*What is being asked*. Every line in the data below that includes "North" belongs in the answer, copied as it stands.

*Provided entries*.
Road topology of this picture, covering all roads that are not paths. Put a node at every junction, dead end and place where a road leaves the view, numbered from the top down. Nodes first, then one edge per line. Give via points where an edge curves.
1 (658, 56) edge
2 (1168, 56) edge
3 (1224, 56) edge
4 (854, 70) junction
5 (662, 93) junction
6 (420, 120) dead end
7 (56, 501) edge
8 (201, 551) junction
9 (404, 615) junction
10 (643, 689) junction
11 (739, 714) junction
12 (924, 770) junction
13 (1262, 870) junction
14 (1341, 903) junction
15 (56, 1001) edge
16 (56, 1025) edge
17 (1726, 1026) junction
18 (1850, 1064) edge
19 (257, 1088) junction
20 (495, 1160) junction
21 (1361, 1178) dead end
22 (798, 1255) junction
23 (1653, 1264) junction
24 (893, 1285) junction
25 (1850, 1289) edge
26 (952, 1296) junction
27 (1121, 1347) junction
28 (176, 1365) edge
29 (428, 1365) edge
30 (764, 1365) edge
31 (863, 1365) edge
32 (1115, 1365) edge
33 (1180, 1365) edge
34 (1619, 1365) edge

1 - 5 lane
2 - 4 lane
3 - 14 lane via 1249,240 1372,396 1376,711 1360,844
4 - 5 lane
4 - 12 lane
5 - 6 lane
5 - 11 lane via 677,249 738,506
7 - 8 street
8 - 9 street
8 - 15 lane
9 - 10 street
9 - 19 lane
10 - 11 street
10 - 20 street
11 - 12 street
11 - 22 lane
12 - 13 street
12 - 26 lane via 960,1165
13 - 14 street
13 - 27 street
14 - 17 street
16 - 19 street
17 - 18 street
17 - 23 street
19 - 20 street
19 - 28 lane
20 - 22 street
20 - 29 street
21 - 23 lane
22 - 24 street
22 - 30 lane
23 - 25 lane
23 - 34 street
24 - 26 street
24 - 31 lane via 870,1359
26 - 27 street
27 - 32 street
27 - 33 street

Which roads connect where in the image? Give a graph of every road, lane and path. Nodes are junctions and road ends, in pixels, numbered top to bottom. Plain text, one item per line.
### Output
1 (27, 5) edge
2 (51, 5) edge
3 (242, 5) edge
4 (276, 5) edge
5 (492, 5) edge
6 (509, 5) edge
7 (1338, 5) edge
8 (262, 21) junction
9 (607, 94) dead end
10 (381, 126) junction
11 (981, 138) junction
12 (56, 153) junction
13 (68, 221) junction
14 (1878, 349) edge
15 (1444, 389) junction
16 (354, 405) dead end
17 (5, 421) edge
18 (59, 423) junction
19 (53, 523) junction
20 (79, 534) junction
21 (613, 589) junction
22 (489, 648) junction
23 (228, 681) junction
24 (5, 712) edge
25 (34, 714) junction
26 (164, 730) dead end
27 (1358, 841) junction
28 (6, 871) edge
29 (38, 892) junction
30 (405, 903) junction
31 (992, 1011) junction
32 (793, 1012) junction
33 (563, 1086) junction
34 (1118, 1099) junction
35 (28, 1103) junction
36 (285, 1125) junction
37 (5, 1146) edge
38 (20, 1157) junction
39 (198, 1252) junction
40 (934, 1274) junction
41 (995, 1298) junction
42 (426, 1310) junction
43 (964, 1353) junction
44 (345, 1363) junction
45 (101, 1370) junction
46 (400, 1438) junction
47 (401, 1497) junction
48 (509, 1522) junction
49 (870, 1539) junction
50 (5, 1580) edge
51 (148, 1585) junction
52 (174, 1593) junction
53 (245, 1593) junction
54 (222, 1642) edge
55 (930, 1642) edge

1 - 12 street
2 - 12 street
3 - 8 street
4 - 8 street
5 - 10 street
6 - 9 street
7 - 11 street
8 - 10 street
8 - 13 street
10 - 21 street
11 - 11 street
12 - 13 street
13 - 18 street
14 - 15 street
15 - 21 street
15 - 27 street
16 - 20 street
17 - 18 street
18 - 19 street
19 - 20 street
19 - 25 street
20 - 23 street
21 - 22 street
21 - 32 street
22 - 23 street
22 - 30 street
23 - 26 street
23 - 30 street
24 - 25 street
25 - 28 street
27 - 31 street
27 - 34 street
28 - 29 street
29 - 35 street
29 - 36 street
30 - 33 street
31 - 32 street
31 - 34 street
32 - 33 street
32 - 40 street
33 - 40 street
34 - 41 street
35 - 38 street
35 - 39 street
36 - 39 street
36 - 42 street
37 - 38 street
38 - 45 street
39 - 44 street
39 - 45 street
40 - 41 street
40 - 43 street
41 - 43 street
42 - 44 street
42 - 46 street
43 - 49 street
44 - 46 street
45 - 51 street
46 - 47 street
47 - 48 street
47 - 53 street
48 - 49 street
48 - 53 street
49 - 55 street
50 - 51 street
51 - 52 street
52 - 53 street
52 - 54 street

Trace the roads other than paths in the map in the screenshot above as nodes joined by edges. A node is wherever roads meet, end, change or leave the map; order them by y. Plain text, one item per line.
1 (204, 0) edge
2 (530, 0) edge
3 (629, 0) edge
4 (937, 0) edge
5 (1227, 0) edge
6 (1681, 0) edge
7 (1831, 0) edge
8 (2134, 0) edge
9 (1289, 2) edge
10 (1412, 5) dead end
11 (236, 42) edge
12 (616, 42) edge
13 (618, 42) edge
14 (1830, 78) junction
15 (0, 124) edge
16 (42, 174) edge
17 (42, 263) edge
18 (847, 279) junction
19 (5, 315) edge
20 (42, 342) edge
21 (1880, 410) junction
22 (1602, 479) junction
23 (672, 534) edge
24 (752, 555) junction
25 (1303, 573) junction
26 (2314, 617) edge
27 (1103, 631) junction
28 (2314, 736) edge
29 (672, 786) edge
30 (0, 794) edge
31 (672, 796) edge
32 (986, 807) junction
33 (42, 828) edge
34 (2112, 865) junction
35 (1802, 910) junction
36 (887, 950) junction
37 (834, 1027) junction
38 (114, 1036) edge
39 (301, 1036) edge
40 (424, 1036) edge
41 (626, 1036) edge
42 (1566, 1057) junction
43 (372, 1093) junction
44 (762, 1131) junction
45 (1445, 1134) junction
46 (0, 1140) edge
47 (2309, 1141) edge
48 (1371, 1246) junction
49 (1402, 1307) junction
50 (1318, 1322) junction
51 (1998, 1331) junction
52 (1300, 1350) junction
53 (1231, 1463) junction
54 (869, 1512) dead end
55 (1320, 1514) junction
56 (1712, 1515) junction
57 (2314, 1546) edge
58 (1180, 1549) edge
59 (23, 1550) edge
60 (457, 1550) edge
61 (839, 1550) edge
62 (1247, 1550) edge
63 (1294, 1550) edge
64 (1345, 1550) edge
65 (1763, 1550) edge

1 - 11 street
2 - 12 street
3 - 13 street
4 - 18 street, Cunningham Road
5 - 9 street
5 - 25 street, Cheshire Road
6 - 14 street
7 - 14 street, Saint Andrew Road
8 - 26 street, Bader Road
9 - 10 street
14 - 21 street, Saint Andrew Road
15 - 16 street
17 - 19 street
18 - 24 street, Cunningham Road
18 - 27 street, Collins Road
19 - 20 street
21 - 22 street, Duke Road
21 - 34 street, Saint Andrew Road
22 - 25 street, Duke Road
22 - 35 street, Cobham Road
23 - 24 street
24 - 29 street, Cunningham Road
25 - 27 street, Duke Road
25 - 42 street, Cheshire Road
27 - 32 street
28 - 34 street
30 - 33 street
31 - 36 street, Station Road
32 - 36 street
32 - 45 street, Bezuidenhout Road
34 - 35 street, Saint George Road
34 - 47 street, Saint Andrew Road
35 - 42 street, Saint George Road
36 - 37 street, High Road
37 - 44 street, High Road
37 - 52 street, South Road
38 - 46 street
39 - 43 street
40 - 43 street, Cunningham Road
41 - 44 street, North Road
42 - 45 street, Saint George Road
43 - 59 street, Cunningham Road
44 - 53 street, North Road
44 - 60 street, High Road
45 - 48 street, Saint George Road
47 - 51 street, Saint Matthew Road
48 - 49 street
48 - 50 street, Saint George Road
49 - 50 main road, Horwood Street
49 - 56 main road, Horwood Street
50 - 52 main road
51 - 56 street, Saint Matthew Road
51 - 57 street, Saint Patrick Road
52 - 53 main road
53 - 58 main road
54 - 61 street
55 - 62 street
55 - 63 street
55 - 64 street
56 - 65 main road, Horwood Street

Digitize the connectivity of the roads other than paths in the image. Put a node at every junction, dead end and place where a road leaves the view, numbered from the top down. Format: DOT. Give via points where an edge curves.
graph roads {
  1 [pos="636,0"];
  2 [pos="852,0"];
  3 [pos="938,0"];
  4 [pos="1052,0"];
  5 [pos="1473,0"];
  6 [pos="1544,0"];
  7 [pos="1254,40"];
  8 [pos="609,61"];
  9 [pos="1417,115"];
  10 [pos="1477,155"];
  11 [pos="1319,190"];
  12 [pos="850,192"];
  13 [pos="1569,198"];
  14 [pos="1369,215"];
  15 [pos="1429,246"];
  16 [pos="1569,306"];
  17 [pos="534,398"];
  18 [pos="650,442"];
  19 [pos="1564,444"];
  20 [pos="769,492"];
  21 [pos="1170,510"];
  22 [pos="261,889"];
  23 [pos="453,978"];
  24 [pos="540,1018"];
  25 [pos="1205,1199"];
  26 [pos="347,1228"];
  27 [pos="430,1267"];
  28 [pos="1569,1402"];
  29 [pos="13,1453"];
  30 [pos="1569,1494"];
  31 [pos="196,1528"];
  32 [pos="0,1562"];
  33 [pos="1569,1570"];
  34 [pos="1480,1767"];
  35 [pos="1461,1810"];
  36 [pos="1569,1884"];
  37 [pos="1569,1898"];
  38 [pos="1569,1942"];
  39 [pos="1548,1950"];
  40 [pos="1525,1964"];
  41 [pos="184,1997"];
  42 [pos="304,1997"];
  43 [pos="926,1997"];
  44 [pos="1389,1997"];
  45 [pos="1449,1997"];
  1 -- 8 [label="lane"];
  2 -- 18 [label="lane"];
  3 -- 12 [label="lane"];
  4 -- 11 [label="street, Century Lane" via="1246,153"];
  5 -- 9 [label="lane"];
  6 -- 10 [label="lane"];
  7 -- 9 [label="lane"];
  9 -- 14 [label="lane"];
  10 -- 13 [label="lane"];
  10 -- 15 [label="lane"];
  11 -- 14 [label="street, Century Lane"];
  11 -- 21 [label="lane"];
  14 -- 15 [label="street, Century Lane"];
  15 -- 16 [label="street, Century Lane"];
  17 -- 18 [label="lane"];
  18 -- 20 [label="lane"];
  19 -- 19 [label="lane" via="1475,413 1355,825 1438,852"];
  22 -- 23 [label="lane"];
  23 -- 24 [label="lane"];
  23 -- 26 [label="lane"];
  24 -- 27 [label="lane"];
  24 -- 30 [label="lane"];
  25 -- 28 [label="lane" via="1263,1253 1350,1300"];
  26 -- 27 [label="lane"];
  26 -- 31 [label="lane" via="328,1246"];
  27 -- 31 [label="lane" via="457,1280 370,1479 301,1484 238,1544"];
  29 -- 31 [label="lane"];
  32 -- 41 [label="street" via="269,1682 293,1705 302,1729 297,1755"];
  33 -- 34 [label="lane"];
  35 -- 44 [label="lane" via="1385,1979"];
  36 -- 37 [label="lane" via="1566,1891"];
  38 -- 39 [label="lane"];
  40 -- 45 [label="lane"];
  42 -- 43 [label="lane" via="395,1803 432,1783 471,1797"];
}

*Answer space*.
41 - 44 street, North Road
44 - 53 street, North Road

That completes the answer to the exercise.